The court has not always performed this function of providing a “sober second thought” when fear and paranoia have intoxicated the political branches. But it often has. It is correct to mention—and lament—the court’s reprehensible decision in Korematsu v. United States, but we often forget that on the same day as Korematsu, the court ruled unanimously in Ex Parte Endo that the Roosevelt administration could not hold American citizens in military detention merely on account of their Japanese ancestry. We should remember the internment of Japanese Americans as a horrific episode in our country’s history, but we also should remember that it was that same court that brought that episode to an end.

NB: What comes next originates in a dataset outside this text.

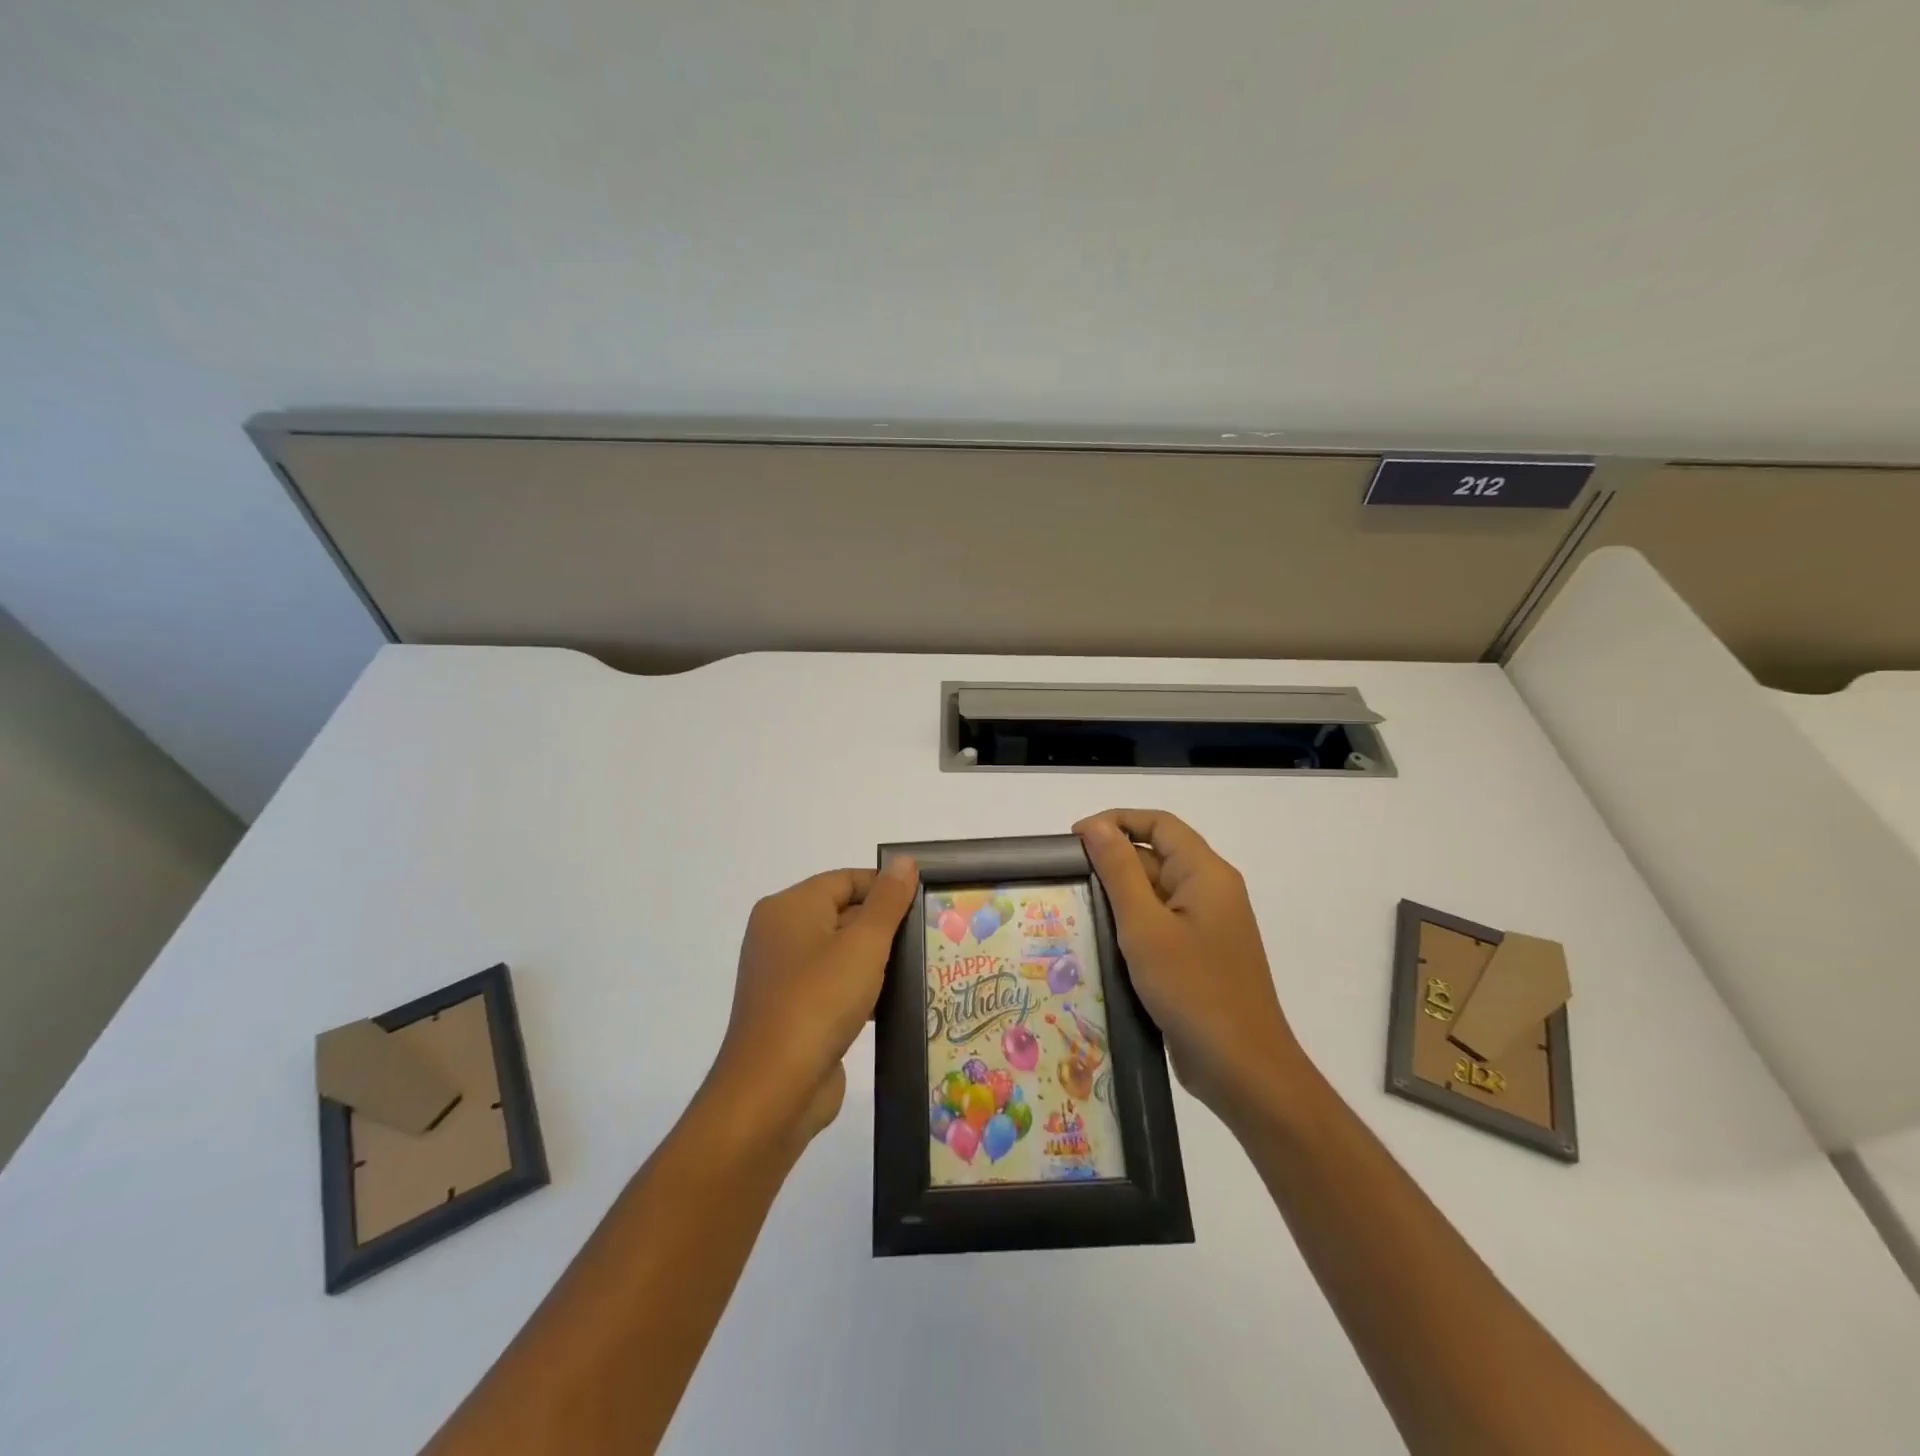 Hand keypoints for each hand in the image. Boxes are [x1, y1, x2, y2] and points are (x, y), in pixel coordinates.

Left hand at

Ex Parte Endo does not stand alone. From the 1866 decision in Ex Parte Milligan (which protected citizens’ access to civilian courts in wartime) to the 1971 decision allowing publication of the Pentagon Papers and the post-9/11 Guantánamo cases, the court—usually by bipartisan majorities—has served as a check on the other branches’ worst excesses. Not always, to be sure; the court’s signoff on President Trump’s third travel ban may go down in history as another instance in which judicial safeguards failed. Yet even in the travel-ban litigation, it was the failure of the first travel ban in court (albeit at one level below the Supreme) that prompted the president to pare back some of the most onerous restrictions.

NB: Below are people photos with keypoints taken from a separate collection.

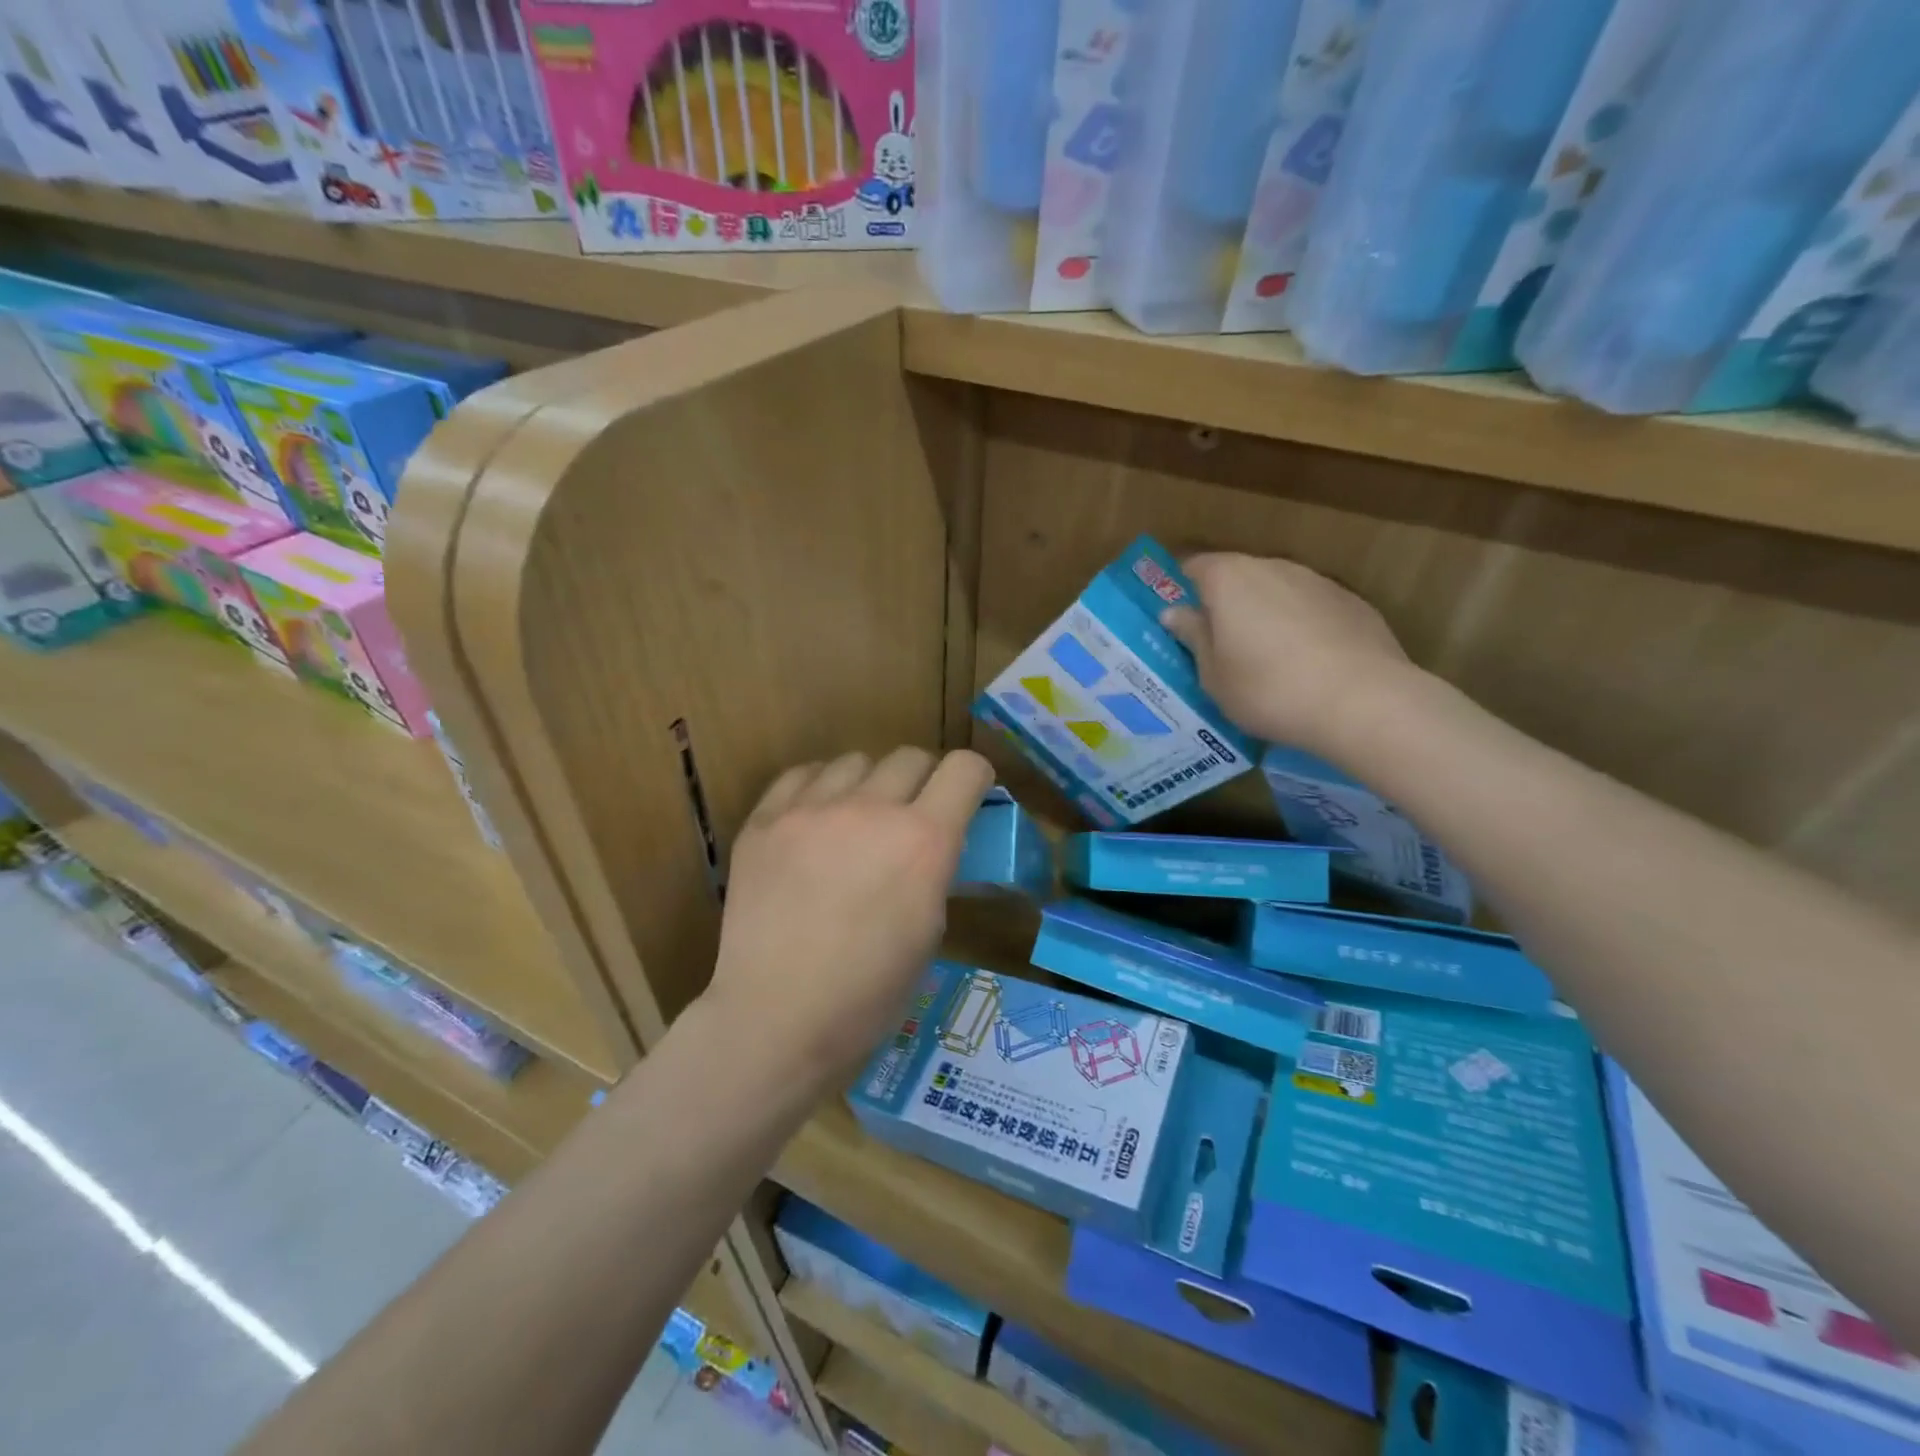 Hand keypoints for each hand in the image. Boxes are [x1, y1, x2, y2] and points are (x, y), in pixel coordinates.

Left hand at [704, 747, 994, 1091]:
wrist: (777, 1019)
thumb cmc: (869, 994)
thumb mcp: (929, 929)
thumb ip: (935, 868)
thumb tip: (930, 843)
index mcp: (924, 841)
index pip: (964, 767)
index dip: (973, 777)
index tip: (968, 795)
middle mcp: (871, 809)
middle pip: (911, 756)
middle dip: (923, 781)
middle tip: (911, 816)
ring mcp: (811, 809)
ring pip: (856, 760)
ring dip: (868, 784)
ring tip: (856, 820)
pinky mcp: (764, 820)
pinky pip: (803, 775)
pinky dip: (819, 789)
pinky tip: (814, 822)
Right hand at [1162, 553, 1419, 757]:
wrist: (1362, 702)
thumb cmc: (1267, 689)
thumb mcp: (1212, 674)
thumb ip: (1193, 637)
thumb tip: (1174, 612)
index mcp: (1229, 579)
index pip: (1192, 568)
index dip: (1181, 592)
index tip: (1179, 624)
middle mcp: (1273, 567)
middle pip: (1237, 577)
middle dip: (1225, 606)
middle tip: (1219, 649)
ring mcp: (1318, 582)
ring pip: (1277, 592)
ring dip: (1265, 617)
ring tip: (1266, 662)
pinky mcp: (1354, 603)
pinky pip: (1312, 610)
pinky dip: (1302, 629)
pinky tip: (1307, 667)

Beyond its function as a check on jingoistic hysteria, the Supreme Court also at times has played a “representation-reinforcing” role, striking down laws that prevent racial and political minorities from participating effectively in the political process. For example, in the first half of the 20th century, the court invalidated state laws that excluded black Americans from voting in primaries. In the 1964 case Reynolds v. Sims, the court established the principle of “one person, one vote,” which led to the invalidation of state legislative districts with grossly unequal populations. Over the next several decades, the court repeatedly struck down state laws that precluded political minorities (Communists, socialists, and right-wingers alike) from gaining access to the ballot. Here, the court’s worst errors have resulted not from overreach but from its reluctance to go further on subjects such as partisan gerrymandering and voter identification. The principal problem with the court’s voting-rights jurisprudence has not been “too much constitutionalism,” but too little.

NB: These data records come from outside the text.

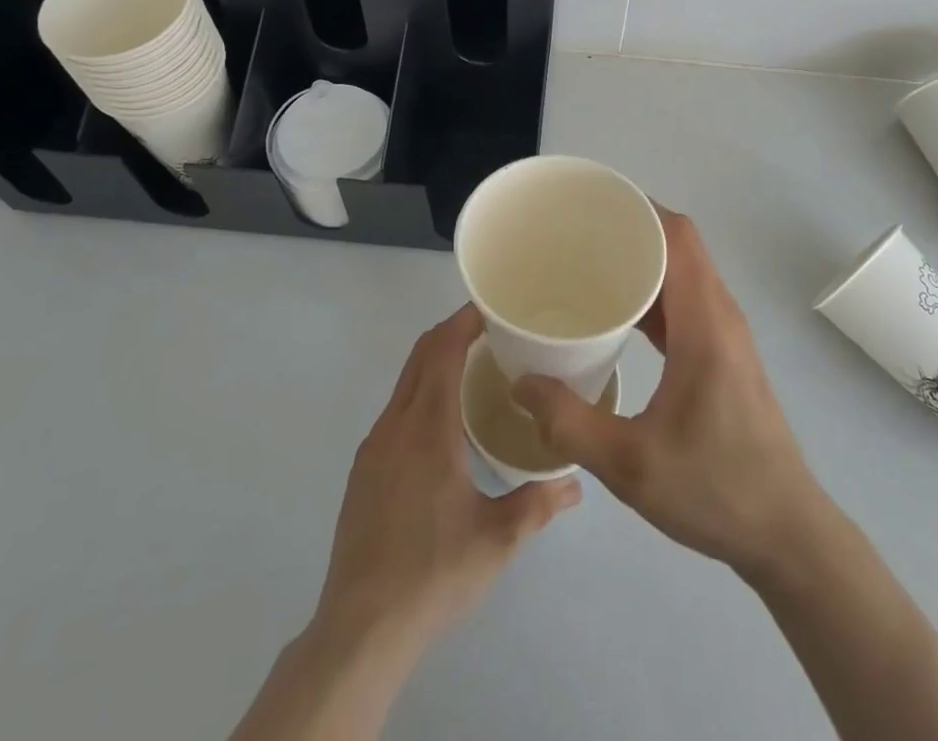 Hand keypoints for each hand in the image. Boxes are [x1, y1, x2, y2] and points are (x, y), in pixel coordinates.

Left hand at [313, 304, 581, 656]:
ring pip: (404, 381)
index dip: (464, 321)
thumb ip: (540, 503)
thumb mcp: (498, 539)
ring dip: (434, 362)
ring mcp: (374, 446)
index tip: (491, 308)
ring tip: (473, 370)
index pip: (443, 351)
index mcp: (428, 429)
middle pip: (420, 355)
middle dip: (451, 332)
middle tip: (490, 330)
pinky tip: (442, 423)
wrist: (361, 628)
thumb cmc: (434, 573)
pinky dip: (420, 391)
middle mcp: (396, 425)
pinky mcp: (363, 469)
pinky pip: (395, 409)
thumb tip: (577, 482)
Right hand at [512, 207, 827, 576]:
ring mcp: (725, 332)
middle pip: (680, 243)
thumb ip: (570, 422)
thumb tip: (520, 382)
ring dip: (643, 256)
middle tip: (574, 231)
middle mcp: (719, 313)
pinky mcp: (723, 352)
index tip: (590, 204)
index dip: (638, 208)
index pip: (677, 235)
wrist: (786, 532)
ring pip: (684, 269)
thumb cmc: (715, 489)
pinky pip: (685, 298)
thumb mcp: (631, 464)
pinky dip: (653, 288)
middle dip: (631, 225)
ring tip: (588, 261)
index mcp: (705, 321)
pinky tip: (616, 310) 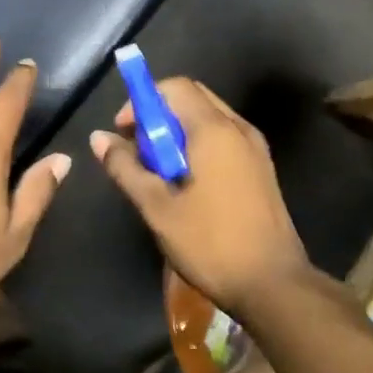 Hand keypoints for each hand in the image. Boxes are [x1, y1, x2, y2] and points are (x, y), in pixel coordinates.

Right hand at [89, 77, 312, 316]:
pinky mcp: (261, 168)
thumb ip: (126, 167)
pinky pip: (223, 138)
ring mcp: (255, 148)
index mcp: (214, 130)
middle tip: (139, 152)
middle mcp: (239, 129)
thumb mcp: (157, 208)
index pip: (174, 87)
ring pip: (208, 119)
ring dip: (177, 133)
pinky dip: (198, 145)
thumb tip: (99, 138)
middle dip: (158, 116)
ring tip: (159, 172)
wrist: (274, 285)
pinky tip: (186, 184)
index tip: (125, 133)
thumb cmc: (211, 244)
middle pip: (192, 98)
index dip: (142, 101)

In addition to serving as a restraining force and a representation re-enforcer, the court has—on a few occasions—gotten a half step ahead of progressive social change. Brown is one example. To be sure, far too many school systems still are divided on racial lines, but court-ordered desegregation has had meaningful effects on educational attainment for black Americans in the places where it occurred. Lawrence v. Texas was largely symbolic, but the marriage-equality ruling a dozen years later in Obergefell v. Hodges was much more than symbolic for the tens of thousands of same-sex couples who have wed since June 2015 in states that previously banned their unions. Roe v. Wade may have been a disaster politically, but the pre-Roe status quo was even more of a disaster for the thousands of women who died due to back-alley abortions in the decades before the ruling.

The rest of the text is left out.